Big Mother: The Technological Body of Evil

Big Mother by Jasun Horsley investigates the convergence of technology, consciousness, and metaphysical influence within modern civilization. Horsley anchors the inquiry in an audacious thesis: technological systems do not arise merely from human invention, but emerge from deeper forces that intersect with the psyche and shape collective behavior. He traces the hidden architectures of power that operate through technological mediation, suggesting that society’s embrace of digital life signals a profound shift in the human condition.

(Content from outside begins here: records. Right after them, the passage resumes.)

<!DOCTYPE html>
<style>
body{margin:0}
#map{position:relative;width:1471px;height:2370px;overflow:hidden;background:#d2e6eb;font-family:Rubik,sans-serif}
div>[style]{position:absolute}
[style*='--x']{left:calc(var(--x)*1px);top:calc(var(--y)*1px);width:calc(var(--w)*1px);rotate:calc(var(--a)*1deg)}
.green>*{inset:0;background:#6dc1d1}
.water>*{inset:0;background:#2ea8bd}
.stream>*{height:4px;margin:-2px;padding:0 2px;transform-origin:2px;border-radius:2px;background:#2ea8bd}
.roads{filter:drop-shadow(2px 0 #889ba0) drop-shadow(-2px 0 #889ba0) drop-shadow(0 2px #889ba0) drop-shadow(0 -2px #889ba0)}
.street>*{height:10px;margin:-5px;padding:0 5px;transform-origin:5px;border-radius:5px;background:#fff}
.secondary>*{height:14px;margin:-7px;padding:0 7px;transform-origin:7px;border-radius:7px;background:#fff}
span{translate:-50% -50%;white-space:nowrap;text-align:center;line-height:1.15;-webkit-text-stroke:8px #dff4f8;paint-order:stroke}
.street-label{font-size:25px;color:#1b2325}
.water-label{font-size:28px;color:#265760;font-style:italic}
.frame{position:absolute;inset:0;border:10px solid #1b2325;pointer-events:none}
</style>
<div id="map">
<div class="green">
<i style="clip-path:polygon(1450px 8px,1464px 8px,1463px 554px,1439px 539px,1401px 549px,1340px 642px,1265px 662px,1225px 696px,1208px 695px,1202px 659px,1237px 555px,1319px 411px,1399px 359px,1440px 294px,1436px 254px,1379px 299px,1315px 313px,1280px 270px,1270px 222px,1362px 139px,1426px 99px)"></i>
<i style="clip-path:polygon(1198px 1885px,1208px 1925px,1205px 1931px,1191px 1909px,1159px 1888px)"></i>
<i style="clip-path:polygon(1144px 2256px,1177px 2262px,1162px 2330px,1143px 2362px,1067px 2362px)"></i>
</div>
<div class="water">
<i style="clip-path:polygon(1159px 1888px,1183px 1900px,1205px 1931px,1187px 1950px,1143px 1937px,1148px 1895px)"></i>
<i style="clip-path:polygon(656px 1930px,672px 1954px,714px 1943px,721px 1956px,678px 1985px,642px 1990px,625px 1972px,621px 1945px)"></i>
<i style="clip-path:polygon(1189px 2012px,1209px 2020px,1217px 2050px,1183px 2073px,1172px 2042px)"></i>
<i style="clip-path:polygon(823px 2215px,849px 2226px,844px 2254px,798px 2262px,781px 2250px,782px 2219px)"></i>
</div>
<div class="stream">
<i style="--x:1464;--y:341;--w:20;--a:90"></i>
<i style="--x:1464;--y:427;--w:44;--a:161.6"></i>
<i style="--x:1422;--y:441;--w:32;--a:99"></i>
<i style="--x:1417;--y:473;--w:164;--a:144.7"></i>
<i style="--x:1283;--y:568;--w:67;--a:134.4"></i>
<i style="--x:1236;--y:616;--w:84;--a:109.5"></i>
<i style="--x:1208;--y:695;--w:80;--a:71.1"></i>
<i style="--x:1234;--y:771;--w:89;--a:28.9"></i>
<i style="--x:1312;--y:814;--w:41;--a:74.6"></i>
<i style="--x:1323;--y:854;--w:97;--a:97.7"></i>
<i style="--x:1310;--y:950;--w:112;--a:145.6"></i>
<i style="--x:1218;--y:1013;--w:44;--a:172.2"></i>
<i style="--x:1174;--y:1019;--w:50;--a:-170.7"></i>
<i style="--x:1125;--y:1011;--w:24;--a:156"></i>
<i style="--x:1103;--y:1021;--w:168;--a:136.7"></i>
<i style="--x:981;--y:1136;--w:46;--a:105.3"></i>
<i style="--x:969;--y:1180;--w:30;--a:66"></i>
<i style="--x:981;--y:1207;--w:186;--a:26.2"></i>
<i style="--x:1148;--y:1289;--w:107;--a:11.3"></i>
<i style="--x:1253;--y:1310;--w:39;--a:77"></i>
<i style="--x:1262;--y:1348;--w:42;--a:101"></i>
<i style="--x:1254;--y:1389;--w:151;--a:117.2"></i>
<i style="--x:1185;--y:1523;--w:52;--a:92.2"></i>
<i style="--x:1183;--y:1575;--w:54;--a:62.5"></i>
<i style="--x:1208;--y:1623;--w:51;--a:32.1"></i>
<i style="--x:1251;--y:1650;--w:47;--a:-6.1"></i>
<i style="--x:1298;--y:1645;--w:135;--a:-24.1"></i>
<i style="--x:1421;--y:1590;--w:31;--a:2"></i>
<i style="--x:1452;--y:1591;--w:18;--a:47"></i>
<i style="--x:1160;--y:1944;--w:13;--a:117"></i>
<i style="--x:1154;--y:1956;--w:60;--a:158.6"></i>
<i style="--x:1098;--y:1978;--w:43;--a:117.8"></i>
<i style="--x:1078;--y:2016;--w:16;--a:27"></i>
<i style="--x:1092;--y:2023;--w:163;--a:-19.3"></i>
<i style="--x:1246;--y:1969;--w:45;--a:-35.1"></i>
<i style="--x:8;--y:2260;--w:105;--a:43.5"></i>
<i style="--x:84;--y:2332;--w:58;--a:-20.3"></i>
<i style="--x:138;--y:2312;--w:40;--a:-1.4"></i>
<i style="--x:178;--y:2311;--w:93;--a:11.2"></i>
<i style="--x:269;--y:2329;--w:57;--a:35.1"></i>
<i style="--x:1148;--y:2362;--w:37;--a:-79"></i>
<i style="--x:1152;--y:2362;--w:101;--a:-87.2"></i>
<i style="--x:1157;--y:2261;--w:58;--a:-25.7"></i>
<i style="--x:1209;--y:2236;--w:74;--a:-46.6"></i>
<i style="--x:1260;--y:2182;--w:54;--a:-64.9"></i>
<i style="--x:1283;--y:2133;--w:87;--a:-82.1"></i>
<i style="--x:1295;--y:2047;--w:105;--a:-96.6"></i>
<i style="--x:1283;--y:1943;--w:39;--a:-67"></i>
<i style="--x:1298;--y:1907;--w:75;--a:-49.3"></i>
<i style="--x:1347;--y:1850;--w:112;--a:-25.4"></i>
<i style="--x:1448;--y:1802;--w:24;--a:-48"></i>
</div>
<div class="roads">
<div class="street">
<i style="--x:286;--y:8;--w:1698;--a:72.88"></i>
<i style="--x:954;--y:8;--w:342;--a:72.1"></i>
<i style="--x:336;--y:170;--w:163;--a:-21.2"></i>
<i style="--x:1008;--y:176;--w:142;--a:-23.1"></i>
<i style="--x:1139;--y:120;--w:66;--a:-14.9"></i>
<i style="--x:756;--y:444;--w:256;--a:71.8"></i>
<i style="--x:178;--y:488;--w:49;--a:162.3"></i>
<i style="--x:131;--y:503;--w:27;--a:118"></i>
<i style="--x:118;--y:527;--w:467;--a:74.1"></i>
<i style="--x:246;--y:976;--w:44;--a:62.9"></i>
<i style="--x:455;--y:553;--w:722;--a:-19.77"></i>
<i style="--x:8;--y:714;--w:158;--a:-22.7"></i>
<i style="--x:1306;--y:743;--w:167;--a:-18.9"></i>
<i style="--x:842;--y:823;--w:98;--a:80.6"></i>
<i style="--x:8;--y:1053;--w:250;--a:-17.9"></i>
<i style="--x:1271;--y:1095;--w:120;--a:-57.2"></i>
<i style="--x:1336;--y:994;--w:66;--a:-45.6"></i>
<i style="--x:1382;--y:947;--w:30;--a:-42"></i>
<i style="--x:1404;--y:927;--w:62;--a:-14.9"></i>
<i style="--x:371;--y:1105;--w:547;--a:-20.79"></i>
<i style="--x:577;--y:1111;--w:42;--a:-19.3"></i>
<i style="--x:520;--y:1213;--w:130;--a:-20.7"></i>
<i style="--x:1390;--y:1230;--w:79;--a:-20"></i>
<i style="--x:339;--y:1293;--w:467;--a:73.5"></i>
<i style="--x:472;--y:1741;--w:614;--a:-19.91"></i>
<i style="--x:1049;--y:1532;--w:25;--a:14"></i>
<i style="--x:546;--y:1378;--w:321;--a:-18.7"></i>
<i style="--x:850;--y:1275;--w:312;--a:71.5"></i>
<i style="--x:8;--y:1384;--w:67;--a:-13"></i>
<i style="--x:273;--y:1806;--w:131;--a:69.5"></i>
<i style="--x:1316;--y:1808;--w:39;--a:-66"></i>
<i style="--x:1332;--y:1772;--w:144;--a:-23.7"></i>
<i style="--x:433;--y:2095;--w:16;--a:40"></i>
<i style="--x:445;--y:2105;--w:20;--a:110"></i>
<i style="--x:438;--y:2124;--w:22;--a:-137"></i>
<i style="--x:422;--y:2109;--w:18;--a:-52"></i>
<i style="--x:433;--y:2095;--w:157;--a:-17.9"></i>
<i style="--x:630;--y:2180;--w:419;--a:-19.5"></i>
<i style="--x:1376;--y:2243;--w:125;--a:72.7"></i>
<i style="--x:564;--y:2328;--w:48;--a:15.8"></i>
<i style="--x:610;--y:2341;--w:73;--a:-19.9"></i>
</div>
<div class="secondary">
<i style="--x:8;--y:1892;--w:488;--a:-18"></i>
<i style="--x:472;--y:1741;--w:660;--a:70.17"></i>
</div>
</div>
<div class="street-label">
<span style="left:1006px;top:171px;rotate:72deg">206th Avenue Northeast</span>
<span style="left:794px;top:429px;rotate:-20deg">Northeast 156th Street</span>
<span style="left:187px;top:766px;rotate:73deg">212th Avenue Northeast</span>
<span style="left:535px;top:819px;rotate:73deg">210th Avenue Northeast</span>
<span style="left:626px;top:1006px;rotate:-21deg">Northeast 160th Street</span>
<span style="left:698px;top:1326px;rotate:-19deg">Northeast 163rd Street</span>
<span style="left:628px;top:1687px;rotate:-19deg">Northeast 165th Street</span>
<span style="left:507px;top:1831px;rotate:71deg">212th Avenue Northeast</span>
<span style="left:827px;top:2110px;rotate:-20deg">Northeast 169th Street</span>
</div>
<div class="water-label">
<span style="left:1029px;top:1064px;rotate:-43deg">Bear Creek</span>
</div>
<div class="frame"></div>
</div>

The Interface of Technology and Spirit
Horsley advances the Big Mother thesis by defining a dual movement: society engineers its own disembodiment even as external, non-human agencies exploit and accelerate this drift. He grounds this pattern in cultural history, referencing the work of Marshall McLuhan and Rudolf Steiner to frame the world’s electric information environment as a plausible host for anti-human intelligences. Through close reading of horror films, media events, and autobiographical experience, Horsley tracks how cultural products do not simply reflect human desires—they shape and discipline them, embedding new forms of possession and surveillance within the technological substrate.

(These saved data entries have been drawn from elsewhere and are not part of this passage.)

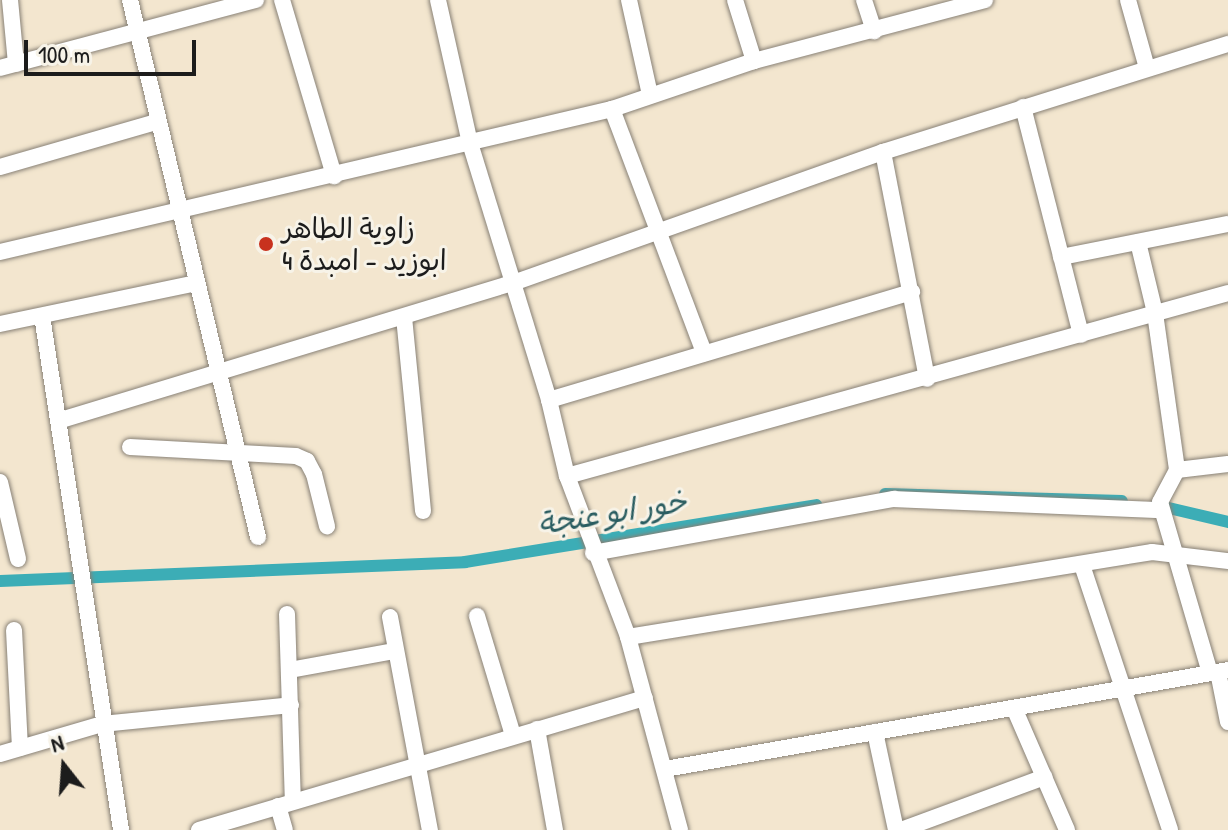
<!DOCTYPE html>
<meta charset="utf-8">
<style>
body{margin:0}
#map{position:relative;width:1228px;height:830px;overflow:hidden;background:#f3e6cf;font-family:"Patrick Hand","Playpen Sans Arabic",sans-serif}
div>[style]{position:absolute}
.canal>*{height:12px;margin:-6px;padding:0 6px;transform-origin:6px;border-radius:6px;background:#3cadb6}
.roads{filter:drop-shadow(0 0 2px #888176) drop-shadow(0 0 2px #888176)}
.minor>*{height:16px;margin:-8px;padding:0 8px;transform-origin:8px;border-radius:8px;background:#fff}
.dots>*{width:22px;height:22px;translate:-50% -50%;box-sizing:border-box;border:4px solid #f7f3e8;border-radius:50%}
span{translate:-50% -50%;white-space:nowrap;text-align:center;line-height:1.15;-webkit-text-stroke:6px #f7f3e8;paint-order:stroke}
.poi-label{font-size:28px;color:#1c1c1c}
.left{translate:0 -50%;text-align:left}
.water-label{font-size:30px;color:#2a5d61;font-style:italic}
.north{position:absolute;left:24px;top:726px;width:80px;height:80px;-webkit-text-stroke:6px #f7f3e8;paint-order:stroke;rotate:343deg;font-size:22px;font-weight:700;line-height:32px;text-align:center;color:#1c1c1c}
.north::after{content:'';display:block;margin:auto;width:28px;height:36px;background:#1c1c1c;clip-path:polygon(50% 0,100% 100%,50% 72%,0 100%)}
.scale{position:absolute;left:24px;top:40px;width:172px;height:36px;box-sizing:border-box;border:4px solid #1c1c1c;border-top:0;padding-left:10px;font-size:24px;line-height:28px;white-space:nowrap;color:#1c1c1c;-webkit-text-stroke:6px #f7f3e8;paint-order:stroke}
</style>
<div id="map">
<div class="canal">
<div style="left:885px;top:494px;width:237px;rotate:1.7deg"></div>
<div style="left:1156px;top:505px;width:74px;rotate:13.3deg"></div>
<div style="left:0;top:581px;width:465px;rotate:-2.3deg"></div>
<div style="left:465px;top:562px;width:356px;rotate:-9.2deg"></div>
</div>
<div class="roads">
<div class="minor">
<div style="left:10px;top:0;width:64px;rotate:84.6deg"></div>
<div style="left:130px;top:0;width:552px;rotate:76.59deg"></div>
<div style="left:282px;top:0;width:184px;rotate:73.5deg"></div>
<div style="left:438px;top:0;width:147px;rotate:77.4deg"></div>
<div style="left:470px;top:143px;width:269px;rotate:72.9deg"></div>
<div style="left:549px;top:400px;width:78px;rotate:76.7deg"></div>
<div style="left:567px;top:476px;width:686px;rotate:-15.47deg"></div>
<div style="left:629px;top:0;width:97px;rotate:77.5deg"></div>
<div style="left:735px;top:0;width:64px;rotate:72.7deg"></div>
<div style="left:864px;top:0;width:33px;rotate:72deg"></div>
<div style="left:1128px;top:0;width:71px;rotate:74.4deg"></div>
<div style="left:0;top:68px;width:265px;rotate:-14.9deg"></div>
<div style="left:1023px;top:107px;width:235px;rotate:75.7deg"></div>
<div style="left:612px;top:109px;width:261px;rotate:69.3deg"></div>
<div style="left:883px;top:152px;width:231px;rotate:79deg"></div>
<div style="left:0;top:167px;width:162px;rotate:-16.1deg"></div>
<div style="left:1138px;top:242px;width:73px;rotate:76.5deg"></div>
<div style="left:1155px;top:313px;width:159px;rotate:82deg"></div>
<div style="left:0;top:252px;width:628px;rotate:-13.15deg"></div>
<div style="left:612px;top:109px;width:150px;rotate:-18.7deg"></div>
<div style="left:754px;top:61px;width:239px;rotate:-14.8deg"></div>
<div style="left:1061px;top:257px;width:170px;rotate:-11.2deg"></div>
<div style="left:42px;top:316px;width:520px;rotate:81.26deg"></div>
<div style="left:404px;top:317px;width:195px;rotate:84.4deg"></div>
<div style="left:0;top:324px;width:200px;rotate:-11.8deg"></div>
<div style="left:549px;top:400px;width:379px;rotate:-16.6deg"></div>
<div style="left:61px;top:420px;width:472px;rotate:-16.9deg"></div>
<div style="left:513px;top:283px;width:393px;rotate:-19.5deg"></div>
<div style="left:883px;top:152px;width:362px;rotate:-17.4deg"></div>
<div style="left:130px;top:447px;width:166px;rotate:3.1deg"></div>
<div style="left:296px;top:456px;width:12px;rotate:24deg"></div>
<div style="left:307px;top:461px;width:15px;rotate:62deg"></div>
<div style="left:314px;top:474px;width:54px;rotate:76deg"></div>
<div style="left:567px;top:476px;width:172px;rotate:69.2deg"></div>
<div style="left:628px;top:637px;width:200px;rotate:74.9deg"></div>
<div style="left:0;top:482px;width:79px;rotate:76.8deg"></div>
<div style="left:593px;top:553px;width:306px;rotate:-10.2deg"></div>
<div style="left:894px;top:499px;width:266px;rotate:2.4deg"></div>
<div style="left:1082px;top:565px;width:279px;rotate:71.6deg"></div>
<div style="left:287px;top:614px;width:186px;rotate:88.2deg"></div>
<div style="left:477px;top:616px;width:124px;rotate:73.2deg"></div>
<div style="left:390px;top:617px;width:217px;rotate:79.4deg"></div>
<div style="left:14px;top:630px;width:118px;rotate:87.1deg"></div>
<div style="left:628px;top:637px;width:531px;rotate:-9.21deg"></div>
<div style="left:1152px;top:552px;width:77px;rotate:6.8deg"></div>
<div style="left:290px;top:670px;width:107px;rotate:-10.3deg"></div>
<div style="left:1218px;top:672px;width:51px;rotate:78.7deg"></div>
<div style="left:1210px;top:673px;width:178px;rotate:-106.3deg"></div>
<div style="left:1160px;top:502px;width:36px;rotate:-62deg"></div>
<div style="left:1177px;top:470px;width:51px;rotate:-6.7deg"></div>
<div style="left:1014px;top:708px;width:133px;rotate:66.5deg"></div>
<div style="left:537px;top:729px;width:103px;rotate:79.9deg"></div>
<div style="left:875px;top:732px;width:100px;rotate:77.9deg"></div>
<div style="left:0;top:754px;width:106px;rotate:-16.4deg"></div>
<div style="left:102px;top:724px;width:190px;rotate:-5.7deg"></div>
<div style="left:665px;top:769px;width:572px;rotate:-9.97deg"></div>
<div style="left:278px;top:806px;width:25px;rotate:74deg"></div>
<div style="left:199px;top:830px;width:465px;rotate:-16.5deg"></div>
<div style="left:901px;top:830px;width:153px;rotate:-20.3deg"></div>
</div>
</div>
<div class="dots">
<div style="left:266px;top:244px;background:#c8321e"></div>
</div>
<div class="poi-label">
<span class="left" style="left:282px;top:244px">زاوية الطاهر<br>ابوزيد - امبدة 4</span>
</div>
<div class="water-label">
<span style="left:612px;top:512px;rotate:-9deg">خور ابو عنجة</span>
</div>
<div class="north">N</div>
<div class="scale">100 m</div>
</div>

The book roots its title and conceptual core in the figure of the mother. Horsley links technological immersion to the early psychic environment formed by the maternal bond, positing that unhealthy attachment produces a lifelong drive to re-enter or replicate the womb. As a result, technology serves as surrogate: digital media, virtual worlds, and artificial intelligences create a false sanctuary, promising comfort and unity while facilitating unprecedented forms of control. Horsley asserts that the technological body of “Big Mother” seduces with the offer of infinite protection and endless distraction, ultimately enforcing psychic dependency and vulnerability.
Ancestral and Demonic Possession
Horsley reframes the dynamics of history, proposing that ancestral and demonic possession function as primary motors of human development. He defines ancestral possession as the continuation of patterns inherited from previous generations, inscribed into the psyche and transmitted through family, social structure, and culture. He positions demonic possession as an even deeper phenomenon, characterizing certain destructive impulses and historical events as evidence of spiritual entities acting through human hosts. Horsley cites personal experience, psychological research, and scriptural references to sharpen his argument, treating possession as a lived, observable reality with tangible outcomes.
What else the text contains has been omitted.